= What to do =
Give again only those lines from the start of the entries through the line holding "Which roads connect", leaving them as they are.

= Task inputs =
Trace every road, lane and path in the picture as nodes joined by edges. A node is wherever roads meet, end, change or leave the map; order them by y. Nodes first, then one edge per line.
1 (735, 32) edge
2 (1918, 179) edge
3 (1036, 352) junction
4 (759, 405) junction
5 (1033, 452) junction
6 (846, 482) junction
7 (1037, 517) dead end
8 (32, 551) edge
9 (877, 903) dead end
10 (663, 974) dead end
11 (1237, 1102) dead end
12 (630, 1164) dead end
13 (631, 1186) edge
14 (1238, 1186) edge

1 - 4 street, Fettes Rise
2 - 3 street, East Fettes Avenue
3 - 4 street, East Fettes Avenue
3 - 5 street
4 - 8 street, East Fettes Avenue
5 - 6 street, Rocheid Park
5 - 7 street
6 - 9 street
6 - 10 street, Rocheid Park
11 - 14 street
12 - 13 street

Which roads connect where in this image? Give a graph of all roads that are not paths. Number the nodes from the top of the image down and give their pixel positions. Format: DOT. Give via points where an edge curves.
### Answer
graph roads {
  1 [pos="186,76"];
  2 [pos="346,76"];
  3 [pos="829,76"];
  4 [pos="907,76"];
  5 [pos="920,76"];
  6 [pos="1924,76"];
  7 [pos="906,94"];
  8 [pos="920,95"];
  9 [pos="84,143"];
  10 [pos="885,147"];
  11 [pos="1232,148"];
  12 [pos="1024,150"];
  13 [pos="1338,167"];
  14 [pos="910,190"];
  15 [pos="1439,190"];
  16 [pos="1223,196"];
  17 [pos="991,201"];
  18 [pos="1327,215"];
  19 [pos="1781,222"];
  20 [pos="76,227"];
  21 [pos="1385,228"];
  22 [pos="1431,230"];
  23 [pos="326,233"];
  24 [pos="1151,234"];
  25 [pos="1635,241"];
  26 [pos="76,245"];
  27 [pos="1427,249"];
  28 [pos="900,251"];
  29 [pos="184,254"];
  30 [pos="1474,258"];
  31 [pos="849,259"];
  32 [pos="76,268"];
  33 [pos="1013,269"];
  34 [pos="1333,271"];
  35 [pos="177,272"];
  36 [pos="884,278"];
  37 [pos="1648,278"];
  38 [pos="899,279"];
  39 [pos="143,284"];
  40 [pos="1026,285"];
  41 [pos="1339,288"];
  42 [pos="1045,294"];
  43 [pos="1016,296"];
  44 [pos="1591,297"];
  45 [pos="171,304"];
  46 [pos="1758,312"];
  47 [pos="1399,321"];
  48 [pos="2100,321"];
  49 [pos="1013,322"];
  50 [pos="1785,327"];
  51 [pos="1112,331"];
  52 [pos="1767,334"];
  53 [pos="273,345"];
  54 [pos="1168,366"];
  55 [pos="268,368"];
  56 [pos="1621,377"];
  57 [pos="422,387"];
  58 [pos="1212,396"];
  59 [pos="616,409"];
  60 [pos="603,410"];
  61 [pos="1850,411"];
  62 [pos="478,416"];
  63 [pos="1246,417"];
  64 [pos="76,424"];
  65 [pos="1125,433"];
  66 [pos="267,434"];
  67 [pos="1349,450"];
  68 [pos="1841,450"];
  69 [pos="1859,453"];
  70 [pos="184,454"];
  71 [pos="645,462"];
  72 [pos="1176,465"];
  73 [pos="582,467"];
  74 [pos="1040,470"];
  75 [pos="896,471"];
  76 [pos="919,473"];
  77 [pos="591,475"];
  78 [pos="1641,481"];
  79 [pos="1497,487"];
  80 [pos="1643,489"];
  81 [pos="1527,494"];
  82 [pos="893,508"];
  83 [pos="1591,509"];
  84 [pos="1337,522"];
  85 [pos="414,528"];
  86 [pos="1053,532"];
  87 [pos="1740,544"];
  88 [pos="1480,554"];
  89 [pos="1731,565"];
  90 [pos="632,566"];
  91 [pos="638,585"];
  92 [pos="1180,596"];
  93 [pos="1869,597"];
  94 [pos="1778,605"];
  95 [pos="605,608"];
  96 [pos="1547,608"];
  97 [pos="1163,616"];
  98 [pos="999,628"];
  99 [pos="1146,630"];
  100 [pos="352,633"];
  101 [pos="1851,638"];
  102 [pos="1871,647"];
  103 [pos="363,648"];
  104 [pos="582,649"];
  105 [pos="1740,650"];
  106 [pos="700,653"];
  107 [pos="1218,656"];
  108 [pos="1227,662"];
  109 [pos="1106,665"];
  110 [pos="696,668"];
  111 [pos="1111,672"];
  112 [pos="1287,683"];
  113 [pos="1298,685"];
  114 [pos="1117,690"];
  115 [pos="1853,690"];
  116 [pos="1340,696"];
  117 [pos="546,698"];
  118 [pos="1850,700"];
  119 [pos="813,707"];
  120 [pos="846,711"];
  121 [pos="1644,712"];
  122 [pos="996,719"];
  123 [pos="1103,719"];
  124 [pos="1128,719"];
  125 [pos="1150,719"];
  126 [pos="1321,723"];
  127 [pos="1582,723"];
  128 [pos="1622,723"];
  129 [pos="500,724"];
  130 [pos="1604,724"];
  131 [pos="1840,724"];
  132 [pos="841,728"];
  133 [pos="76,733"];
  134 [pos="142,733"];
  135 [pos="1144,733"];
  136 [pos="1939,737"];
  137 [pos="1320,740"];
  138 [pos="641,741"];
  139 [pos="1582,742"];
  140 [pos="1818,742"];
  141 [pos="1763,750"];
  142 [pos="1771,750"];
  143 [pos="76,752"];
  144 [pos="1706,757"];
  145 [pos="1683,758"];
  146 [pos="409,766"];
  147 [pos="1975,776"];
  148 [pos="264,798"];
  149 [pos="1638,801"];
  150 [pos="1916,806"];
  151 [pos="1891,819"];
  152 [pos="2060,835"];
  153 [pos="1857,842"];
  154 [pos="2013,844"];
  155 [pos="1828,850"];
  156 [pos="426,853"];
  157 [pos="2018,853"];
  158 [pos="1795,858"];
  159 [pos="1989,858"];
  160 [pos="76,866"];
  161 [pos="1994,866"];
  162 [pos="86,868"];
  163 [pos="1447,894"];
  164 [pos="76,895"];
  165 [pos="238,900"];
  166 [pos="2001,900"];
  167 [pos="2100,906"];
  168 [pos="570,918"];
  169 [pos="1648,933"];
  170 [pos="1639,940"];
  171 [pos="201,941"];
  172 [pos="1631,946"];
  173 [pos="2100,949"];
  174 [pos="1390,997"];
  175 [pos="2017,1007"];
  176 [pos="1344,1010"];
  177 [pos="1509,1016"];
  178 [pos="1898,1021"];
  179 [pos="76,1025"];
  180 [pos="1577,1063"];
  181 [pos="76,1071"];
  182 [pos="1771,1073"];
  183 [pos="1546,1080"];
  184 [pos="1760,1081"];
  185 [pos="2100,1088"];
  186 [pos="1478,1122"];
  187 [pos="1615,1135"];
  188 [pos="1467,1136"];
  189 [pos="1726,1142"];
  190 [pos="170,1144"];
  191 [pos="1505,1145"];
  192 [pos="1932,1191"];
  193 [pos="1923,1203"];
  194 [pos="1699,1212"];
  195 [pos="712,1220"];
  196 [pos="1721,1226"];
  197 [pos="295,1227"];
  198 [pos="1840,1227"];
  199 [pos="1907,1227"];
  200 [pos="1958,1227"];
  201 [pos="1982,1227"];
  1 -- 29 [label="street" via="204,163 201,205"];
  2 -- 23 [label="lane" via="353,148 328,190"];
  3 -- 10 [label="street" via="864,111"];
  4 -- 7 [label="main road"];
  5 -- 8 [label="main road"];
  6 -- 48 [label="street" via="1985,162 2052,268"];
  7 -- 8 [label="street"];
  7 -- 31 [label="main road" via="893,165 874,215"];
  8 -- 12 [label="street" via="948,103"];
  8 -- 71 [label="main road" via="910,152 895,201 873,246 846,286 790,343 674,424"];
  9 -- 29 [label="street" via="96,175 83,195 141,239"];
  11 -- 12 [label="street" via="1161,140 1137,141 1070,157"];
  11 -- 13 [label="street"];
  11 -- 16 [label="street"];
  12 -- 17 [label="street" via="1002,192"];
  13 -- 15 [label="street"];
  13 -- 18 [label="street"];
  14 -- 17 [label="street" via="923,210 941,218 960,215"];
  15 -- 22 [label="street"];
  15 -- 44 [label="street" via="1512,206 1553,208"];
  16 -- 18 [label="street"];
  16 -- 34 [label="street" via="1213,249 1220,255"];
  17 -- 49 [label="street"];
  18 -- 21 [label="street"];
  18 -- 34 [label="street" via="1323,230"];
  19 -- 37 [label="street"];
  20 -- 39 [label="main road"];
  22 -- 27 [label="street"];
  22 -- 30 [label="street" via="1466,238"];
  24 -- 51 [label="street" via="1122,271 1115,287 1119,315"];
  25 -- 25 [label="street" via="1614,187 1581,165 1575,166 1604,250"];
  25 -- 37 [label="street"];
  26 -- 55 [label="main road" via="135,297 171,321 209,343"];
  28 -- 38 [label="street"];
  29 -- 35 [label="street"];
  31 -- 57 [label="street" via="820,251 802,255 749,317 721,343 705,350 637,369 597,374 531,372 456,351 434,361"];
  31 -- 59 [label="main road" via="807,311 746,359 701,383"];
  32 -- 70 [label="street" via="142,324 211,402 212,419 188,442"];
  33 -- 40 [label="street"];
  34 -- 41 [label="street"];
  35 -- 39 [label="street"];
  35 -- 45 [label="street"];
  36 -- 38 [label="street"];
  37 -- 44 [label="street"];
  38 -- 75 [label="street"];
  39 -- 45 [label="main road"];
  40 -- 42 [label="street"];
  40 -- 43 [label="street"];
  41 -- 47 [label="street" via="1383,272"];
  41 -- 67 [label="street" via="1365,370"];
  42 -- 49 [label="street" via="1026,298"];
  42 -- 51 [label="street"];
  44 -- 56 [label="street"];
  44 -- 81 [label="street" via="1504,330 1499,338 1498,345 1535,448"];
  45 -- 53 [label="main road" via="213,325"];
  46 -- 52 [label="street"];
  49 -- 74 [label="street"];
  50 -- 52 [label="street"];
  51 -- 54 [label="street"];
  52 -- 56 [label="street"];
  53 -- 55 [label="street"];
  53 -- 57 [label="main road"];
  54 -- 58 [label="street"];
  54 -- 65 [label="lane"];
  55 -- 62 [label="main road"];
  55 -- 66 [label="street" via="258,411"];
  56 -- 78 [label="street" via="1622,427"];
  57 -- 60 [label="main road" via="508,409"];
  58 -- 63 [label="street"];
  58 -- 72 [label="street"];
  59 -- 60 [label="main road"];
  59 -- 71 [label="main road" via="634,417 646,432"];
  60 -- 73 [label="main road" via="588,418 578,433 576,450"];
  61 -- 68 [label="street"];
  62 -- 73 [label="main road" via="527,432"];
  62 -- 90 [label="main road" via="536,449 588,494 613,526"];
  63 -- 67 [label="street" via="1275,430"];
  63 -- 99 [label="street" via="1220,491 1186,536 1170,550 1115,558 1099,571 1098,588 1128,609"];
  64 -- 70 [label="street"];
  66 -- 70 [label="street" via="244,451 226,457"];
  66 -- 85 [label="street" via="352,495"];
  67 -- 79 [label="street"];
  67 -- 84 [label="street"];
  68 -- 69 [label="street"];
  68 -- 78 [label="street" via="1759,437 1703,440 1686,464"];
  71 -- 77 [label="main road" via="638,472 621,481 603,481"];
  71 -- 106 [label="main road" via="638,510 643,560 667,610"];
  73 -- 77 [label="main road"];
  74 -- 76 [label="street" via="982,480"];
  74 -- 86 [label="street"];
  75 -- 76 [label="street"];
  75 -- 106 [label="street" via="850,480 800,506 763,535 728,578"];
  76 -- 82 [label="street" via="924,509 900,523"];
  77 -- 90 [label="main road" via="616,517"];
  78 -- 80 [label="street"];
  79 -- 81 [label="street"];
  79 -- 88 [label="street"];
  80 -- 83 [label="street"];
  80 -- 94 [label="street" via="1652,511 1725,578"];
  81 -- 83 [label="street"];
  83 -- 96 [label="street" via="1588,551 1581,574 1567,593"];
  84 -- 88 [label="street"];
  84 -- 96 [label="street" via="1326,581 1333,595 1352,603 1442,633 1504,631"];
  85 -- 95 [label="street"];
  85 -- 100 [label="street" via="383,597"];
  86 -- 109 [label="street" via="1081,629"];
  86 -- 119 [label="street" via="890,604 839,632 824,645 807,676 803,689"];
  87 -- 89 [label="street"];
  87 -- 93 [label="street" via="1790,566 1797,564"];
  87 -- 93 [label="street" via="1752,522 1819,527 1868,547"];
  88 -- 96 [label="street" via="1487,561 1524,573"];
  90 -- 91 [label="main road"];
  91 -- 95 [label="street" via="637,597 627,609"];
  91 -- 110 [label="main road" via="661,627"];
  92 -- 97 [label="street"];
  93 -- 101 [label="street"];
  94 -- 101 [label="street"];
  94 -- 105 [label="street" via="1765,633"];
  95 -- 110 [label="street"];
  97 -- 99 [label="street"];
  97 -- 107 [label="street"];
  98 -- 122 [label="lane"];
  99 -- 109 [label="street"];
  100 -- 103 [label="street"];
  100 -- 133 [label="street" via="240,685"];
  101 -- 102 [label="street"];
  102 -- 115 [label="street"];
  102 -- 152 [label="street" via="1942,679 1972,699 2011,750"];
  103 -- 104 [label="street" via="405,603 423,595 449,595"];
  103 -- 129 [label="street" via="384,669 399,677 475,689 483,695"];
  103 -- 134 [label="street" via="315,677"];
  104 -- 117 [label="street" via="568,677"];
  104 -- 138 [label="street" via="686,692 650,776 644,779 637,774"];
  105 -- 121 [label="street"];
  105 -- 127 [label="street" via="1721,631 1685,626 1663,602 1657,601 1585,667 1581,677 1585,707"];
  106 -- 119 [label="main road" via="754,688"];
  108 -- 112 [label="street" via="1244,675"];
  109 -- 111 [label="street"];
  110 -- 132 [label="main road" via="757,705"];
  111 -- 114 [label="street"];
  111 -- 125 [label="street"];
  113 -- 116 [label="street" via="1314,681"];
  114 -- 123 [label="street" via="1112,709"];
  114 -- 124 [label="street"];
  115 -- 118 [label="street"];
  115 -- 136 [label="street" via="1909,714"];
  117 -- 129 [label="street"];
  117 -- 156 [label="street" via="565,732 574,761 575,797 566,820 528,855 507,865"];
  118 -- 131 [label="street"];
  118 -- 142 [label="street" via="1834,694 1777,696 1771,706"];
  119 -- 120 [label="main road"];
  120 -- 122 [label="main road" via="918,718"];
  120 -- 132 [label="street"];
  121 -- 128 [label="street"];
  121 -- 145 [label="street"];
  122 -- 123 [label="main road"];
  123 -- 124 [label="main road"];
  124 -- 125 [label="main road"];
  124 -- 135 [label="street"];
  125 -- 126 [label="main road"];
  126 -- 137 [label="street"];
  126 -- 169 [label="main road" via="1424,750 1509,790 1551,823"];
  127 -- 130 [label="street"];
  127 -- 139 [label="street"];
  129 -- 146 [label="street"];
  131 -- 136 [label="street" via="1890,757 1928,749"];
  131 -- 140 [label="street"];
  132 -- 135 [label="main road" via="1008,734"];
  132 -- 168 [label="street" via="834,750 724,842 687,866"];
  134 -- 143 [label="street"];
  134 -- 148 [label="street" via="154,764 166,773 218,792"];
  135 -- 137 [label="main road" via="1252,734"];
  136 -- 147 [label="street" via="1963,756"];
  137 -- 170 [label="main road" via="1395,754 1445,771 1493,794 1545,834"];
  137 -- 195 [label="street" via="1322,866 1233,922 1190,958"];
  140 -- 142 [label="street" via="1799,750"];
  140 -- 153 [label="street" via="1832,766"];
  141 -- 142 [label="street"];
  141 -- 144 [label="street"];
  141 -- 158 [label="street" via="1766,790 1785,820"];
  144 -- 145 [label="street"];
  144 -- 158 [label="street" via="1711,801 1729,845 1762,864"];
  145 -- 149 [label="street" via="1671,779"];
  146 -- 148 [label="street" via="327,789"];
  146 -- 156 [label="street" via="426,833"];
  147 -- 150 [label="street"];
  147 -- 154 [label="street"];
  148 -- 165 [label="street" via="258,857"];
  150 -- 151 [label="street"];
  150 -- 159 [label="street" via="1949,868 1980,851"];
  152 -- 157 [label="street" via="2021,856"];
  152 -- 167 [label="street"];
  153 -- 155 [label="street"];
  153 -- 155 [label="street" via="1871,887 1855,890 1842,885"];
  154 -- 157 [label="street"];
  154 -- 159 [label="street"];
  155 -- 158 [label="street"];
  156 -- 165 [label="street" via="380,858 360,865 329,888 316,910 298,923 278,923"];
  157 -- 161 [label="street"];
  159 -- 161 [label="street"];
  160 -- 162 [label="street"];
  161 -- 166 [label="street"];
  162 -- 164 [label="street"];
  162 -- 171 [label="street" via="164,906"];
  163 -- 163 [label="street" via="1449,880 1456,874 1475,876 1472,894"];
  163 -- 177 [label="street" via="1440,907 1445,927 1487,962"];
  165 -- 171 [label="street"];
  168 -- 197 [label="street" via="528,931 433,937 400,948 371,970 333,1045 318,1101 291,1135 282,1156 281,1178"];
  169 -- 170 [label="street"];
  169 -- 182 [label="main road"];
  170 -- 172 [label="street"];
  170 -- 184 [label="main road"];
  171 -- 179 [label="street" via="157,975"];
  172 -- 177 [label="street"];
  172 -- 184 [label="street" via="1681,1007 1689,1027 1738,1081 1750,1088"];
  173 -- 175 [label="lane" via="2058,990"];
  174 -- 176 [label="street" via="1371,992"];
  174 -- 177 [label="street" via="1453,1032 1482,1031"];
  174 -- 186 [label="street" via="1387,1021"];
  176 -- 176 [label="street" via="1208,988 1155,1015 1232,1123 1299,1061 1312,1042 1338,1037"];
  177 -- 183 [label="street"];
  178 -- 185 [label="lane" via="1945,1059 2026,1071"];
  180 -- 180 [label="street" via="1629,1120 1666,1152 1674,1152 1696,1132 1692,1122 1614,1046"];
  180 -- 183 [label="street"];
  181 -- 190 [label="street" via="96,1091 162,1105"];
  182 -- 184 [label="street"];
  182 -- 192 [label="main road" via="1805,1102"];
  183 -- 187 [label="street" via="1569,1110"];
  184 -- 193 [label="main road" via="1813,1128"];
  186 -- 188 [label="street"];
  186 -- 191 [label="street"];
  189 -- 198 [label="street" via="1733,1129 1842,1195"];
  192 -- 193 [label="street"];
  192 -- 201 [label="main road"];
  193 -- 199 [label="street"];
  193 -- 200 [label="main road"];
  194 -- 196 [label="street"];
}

= Solution to the exercise =
Trace every road, lane and path in the picture as nodes joined by edges. A node is wherever roads meet, end, change or leave the map; order them by y. Nodes first, then one edge per line.
1 (735, 32) edge
2 (1918, 179) edge
3 (1036, 352) junction
4 (759, 405) junction
5 (1033, 452) junction
6 (846, 482) junction
7 (1037, 517) dead end
8 (32, 551) edge
9 (877, 903) dead end
10 (663, 974) dead end
11 (1237, 1102) dead end
12 (630, 1164) dead end
13 (631, 1186) edge
14 (1238, 1186) edge

1 - 4 street, Fettes Rise
2 - 3 street, East Fettes Avenue
3 - 4 street, East Fettes Avenue
3 - 5 street
4 - 8 street, East Fettes Avenue
5 - 6 street, Rocheid Park
5 - 7 street
6 - 9 street
6 - 10 street, Rocheid Park
11 - 14 street
12 - 13 street

Which roads connect where in this image? Give a graph of all roads that are not paths. Number the nodes from the top of the image down and give their pixel positions. Format: DOT. Give via points where an edge curves.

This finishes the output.